Foi uma Quinta-feira Gorda, sem Carnaval ou Quaresma. Uma animação só no cenário político nacional para a arraia miúda das pré-candidaturas à Presidência da República. Isso tudo porque, embora seja tudo peixe pequeno eleitoral – somando, não dá 10% de intenções de voto -,  são baleias na esfera de visibilidade pública das plataformas digitais e do jornalismo. O fato é que dois movimentos políticos, sem conexão aparente entre si, agitaram as águas da atenção pública.

De um lado, o vai-não-vai do governador de São Paulo, João Doria (PSDB), que desistiu e foi levado a desistir da desistência da sua candidatura presidencial em apenas algumas horas. Ou fingiu tudo isso. Empacado nas pesquisas, sentindo escapar o apoio do partido e, ao mesmo tempo, assistindo a uma conspiração de Aécio Neves e Eduardo Leite para lhe surrupiar o direito adquirido em convenção de ser o candidato da sigla, Doria tentou ou fez finta de desistir do combinado.

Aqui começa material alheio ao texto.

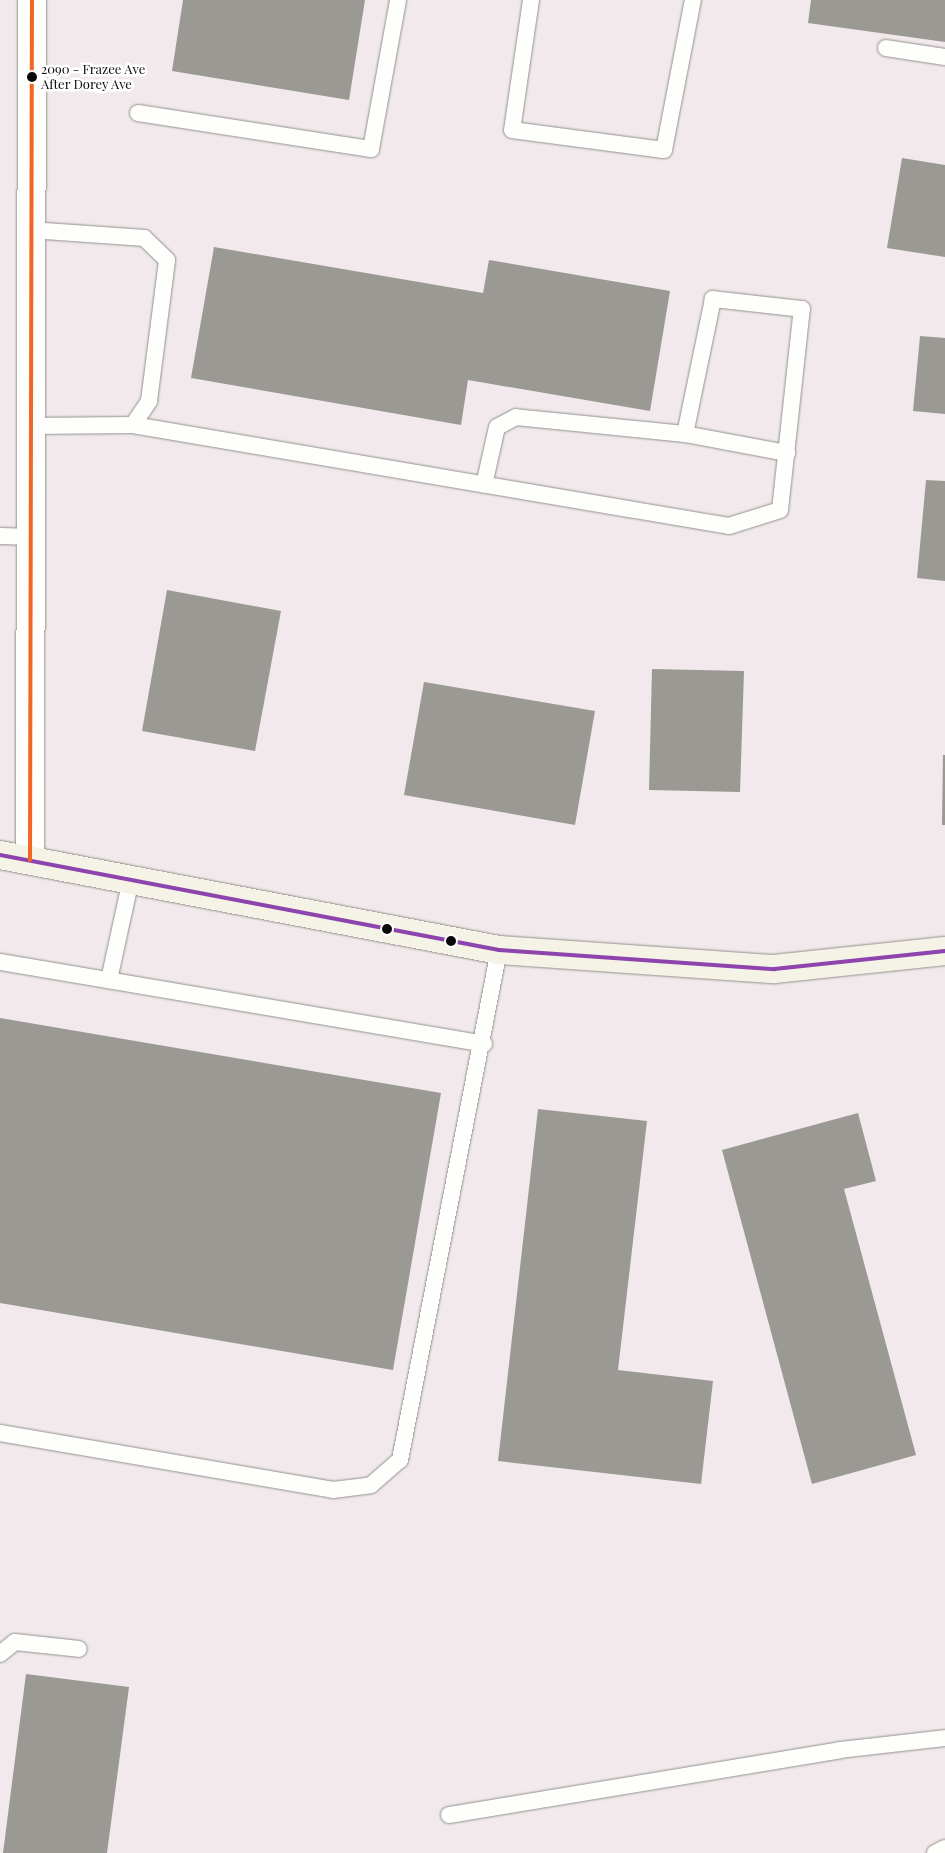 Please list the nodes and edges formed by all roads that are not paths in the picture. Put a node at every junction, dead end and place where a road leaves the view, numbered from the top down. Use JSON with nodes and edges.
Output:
{"nodes":[{"id":1,"x":32,"y":0,"type":"edge"},
{"id":2,"x":398,"y":0,"type":"edge"},
{"id":3,"x":531,"y":0,"type":"edge"},
{"id":4,"x":693,"y":0,"type":"edge"},
{"id":5,"x":886,"y":48,"type":"dead end"},
{"id":6,"x":945,"y":57,"type":"edge"},
{"id":7,"x":138,"y":113,"type":"dead end"},
{"id":8,"x":31,"y":230,"type":"junction"},
{"id":9,"x":134,"y":425,"type":"junction"},
{"id":10,"x":31,"y":426,"type":"junction"},
{"id":11,"x":685,"y":434,"type":"junction"},
{"id":12,"x":787,"y":453,"type":"junction"},
{"id":13,"x":484,"y":485,"type":"junction"},
{"id":14,"x":0,"y":536,"type":"edge"},
{"id":15,"x":31,"y":537,"type":"junction"},
{"id":16,"x":0,"y":855,"type":"edge"},
{"id":17,"x":30,"y":860,"type":"junction"},
{"id":18,"x":130,"y":879,"type":"junction"},
{"id":19,"x":499,"y":950,"type":"junction"},
{"id":20,"x":945,"y":951,"type":"edge"},
{"id":21,"x":0,"y":962,"type":"edge"},
{"id":22,"x":109,"y":980,"type":"junction"},
{"id":23,"x":484,"y":1044,"type":"junction"},
{"id":24,"x":0,"y":1433,"type":"edge"},
{"id":25,"x":80,"y":1649,"type":"dead end"},
{"id":26,"x":0,"y":1654,"type":"edge"},
{"id":27,"x":945,"y":1738,"type":"edge"},
{"id":28,"x":449,"y":1815,"type":"dead end"},
{"id":29,"x":945,"y":1848,"type":"edge"},
{"id":30,"x":935,"y":1853,"type":"edge"}],
"edges":[{"from":1,"to":8,"type":"street"},
{"from":2,"to":7,"type":"lane"},
{"from":3,"to":4,"type":"lane"},
{"from":5,"to":6,"type":"lane"},
{"from":8,"to":9,"type":"lane"},
{"from":8,"to":10,"type":"street"},
{"from":9,"to":10,"type":"lane"},
{"from":9,"to":13,"type":"lane"},
{"from":10,"to":15,"type":"street"},
{"from":11,"to":12,"type":"lane"},
{"from":11,"to":12,"type":"lane"},
{"from":11,"to":13,"type":"lane"},
{"from":12,"to":13,"type":"lane"},
{"from":14,"to":15,"type":"lane"},
{"from":15,"to":17,"type":"street"},
{"from":16,"to":17,"type":"main road"},
{"from":17,"to":18,"type":"main road"},
{"from":18,"to":19,"type":"main road"},
{"from":18,"to":22,"type":"lane"},
{"from":19,"to":20,"type":"main road"},
{"from":19,"to":23,"type":"lane"},
{"from":21,"to":22,"type":"lane"},
{"from":22,"to":23,"type":"lane"},
{"from":23,"to":24,"type":"lane"},
{"from":25,"to":26,"type":"lane"},
{"from":27,"to":28,"type":"lane"},
{"from":29,"to":30,"type":"lane"}]} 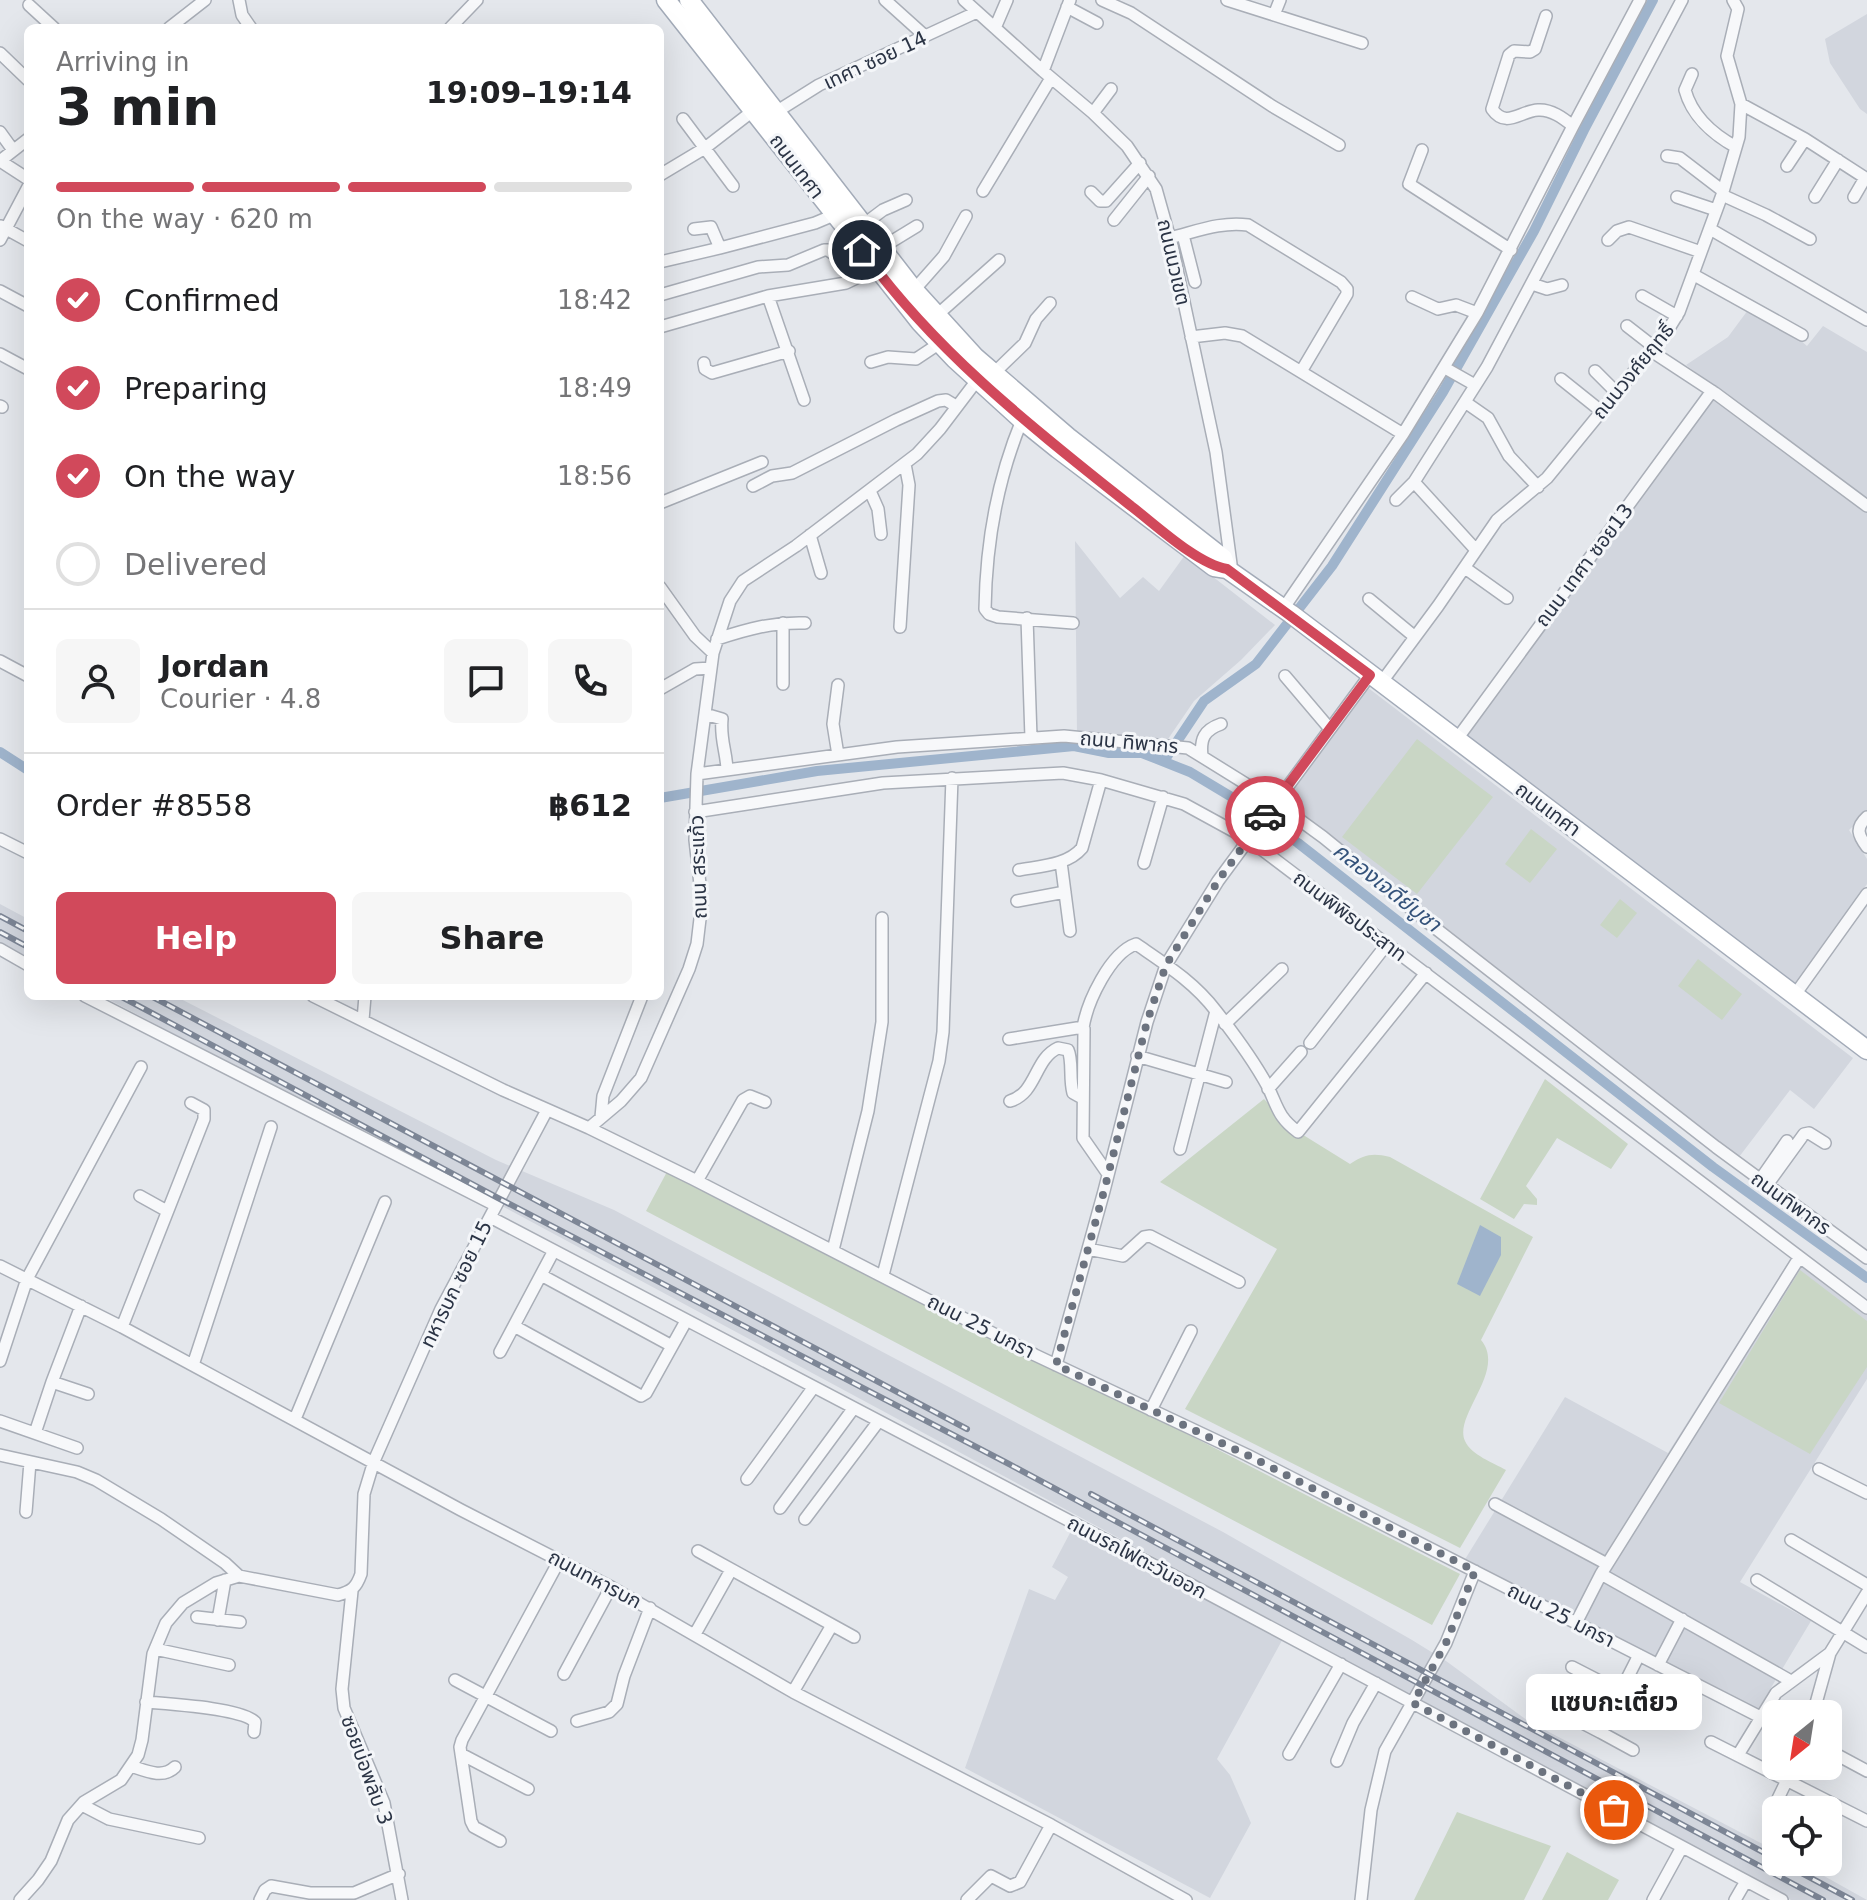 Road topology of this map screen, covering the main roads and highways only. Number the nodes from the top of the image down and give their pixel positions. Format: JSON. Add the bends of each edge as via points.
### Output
{"nodes":[{"id":1,"x":666,"y":0,"type":"edge"},
{"id":2,"x":689,"y":0,"type":"edge"},
{"id":3,"x":986,"y":374,"type":"junction"},
{"id":4,"x":1230,"y":571,"type":"junction"},
{"id":5,"x":1867,"y":1050,"type":"edge"}],
"edges":[{"from":1,"to":3,"type":"main road","name":"ถนนเทศา","via":[[875,269],[940,343]]},
{"from":2,"to":3,"type":"main road","name":"ถนนเทศา","via":[[914,290]]},
{"from":3,"to":4,"type":"main road","name":"ถนนเทศา","via":[[1223,558]]},
{"from":3,"to":4,"type":"main road","name":"ถนนเทศา","via":[[1022,420],[1162,530],[1214,567]]},
{"from":4,"to":5,"type":"main road","name":"ถนนเทศา"}]}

Ameaçou implodir o projeto de Rodrigo Garcia e deu um susto enorme nos tucanos, cujo maior trunfo político nacional continua sendo o Palácio dos Bandeirantes. Acabou não desistindo, porque não lhe deixaram, não sem grande desgaste e uma sensação de que ele e o partido estão sem norte e vivendo uma enorme síndrome de abstinência como atores decisivos nas eleições presidenciais.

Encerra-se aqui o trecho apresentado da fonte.